In a new document, "Initial Roadmap: Point-to-Point Encryption Technology and PCI DSS Compliance" (PDF), the standards group offers guidance on what organizations should look for when acquiring and purchasing encryption technology to protect credit cardholder data as it is authorized and transported into a database.
Among other things, the new guidance helps clarify the concept of end-to-end encryption, offering the new moniker of "point-to-point encryption" (P2Pe).
"The first thing you immediately notice when you begin to look at these things is that there's really no standard for any of this stuff," says Bob Russo, general manager of the PCI Council. "You've got many [vendors] out there extolling the virtues of their 'end-to-end' encryption solutions, and you've got lots of confusion from merchants saying, 'Well, if I do this, then I'm OK, right?' In an effort to straighten this stuff out, we're looking to see if we can redefine that cardholder data environment and make this more meaningful for everyone out there."
During the past several years, some vendors have pitched end-to-end encryption as a way to eliminate the need to encrypt or tokenize database data for the purpose of PCI compliance. But as outlooks have matured, experts say, the question of how to encrypt data under PCI has become more complex.
"If you look at it from the database standpoint, there's a couple of ways that you address encryption of sensitive data -- but a lot of that works if you're only, say, a Microsoft shop," says Gary Palgon, vice president of product management for nuBridges. "The realization is that most organizations are heterogeneous, and data has to come in and out of databases. So if I was sending data over a secure channel to a database, the pipe is secure -- and I'm encrypting once it is in the database."
Securing all of those "pipes" can be costly and complex. P2Pe offers another alternative.

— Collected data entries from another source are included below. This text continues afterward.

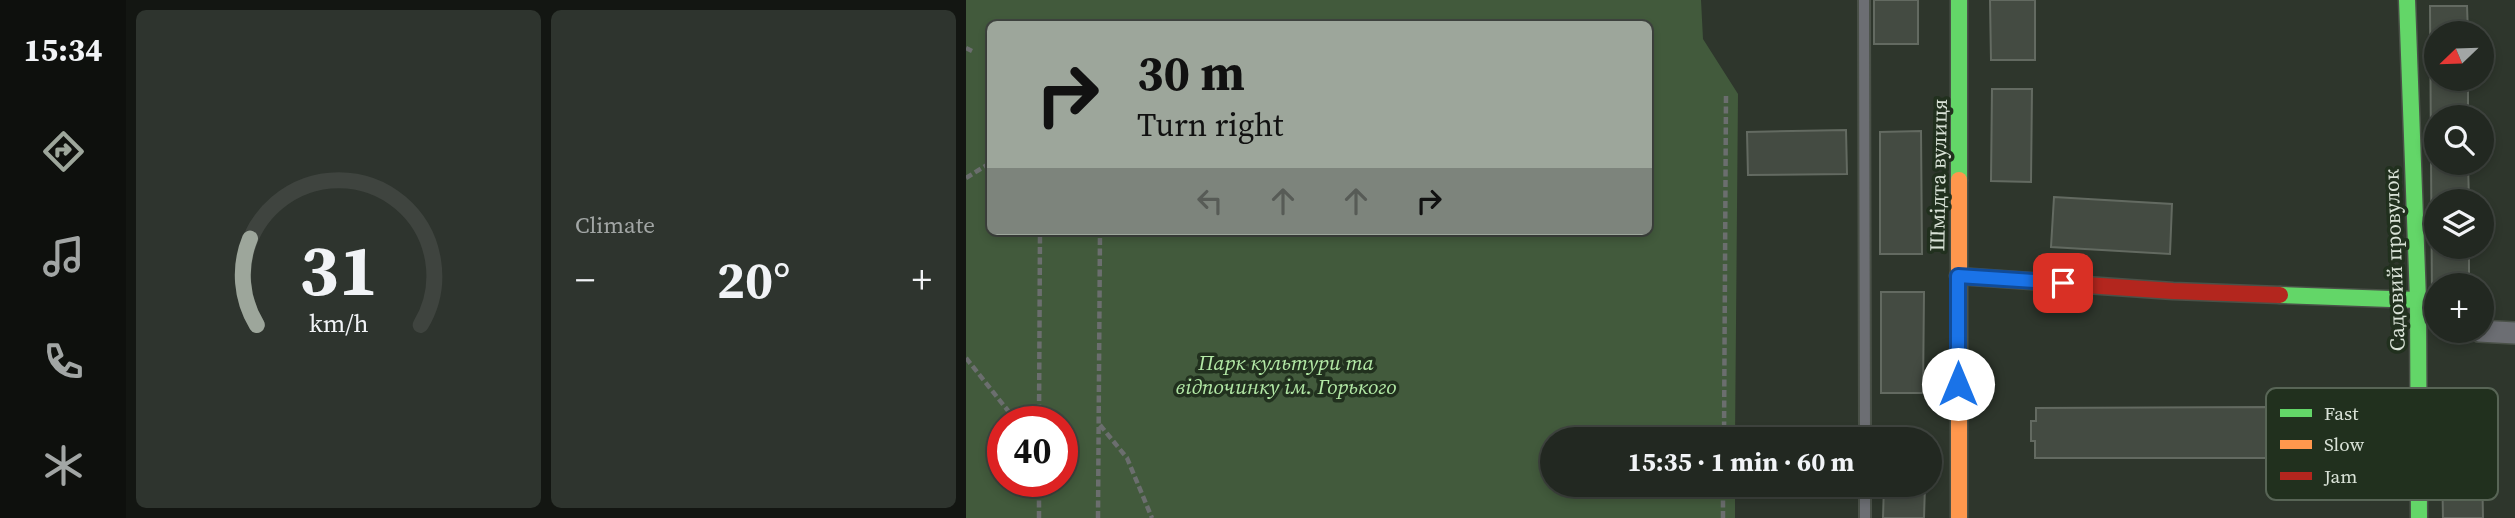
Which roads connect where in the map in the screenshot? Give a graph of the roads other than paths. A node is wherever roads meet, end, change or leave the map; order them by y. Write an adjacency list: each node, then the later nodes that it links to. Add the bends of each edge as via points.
1 (1864, 0): 11 (lane)
2 (1959, 0): 4 (street, Шмідта вулиця)
3 (2407, 0): 5 (street, Садовий провулок)
4 (1958, 276): 5 (street, via 2173,291); 15 (street, Шмідта вулиця)
5 (2418, 300): 6 (street, Садовий провулок)
6 (2424, 319)
7 (2494, 331): 8 (street)
8 (2515, 332)
9 (2426, 343): 10 (street, Садовий провулок)
10 (2424, 388)
11 (1865, 427)
12 (1865, 497): 14 (lane)
13 (2420, 500): 16 (street, Садовий провулок)
14 (1865, 518)
15 (1959, 518)
16 (2419, 518)

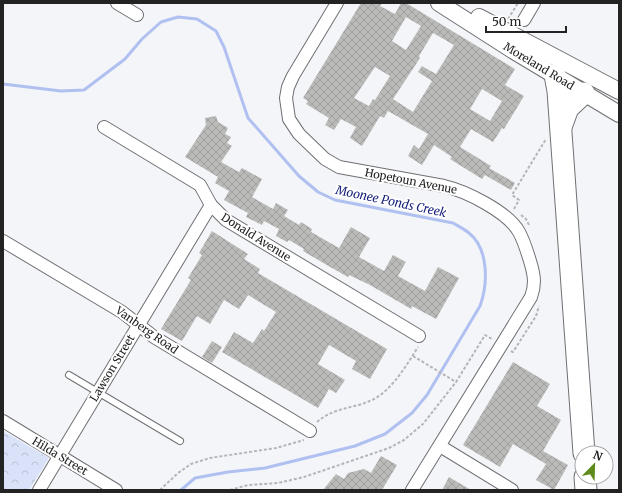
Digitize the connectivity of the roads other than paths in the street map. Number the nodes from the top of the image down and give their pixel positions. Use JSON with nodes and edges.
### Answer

"This gives an option here -- applying the point-to-point says maybe a better method is encrypting it at the endpoint and then being able to suck it in and put it into the database already encrypted," Palgon says. "The industry is figuring out what works, but there are many instances where you want to encrypt the whole database, or certain columns in the database. And there are other examples where you want to encrypt before it even gets to the database." Palgon says some companies are adopting a model in which P2Pe handles the preauthorization encryption of data as it flies around the network -- and then tokenization is used to transform cardholder data into an unrecognizable form in the database, enabling it to be safely used postauthorization.
"It's important to recognize that when you swipe a card, you want to encrypt as soon as possible -- and then the encrypted data needs to be there to be used for the purposes of authorization," Palgon says. "For any processes postauthorization, that's where tokenization does a great job -- for things like a return system, or loss and fraud detection, or sales and marketing. I can reduce a whole lot of scope up front in my preauth by following P2Pe and can reduce a lot of scope postauthorization using tokenization."
Previously, some observers believed PCI would require a choice between P2Pe and tokenization, but the new guidance dispels that myth.
"[Before,] it was an either-or," Palgon says. "People kept saying, 'Which one is going to win out? Which one is the silver bullet?' What's happened over the past 12 months is a realization that it's really a situation of both working together."
Palgon leads the PCI Council working group that has made recommendations on a similar road map for tokenization technology. The council is expected to come out with that guidance sometime in November.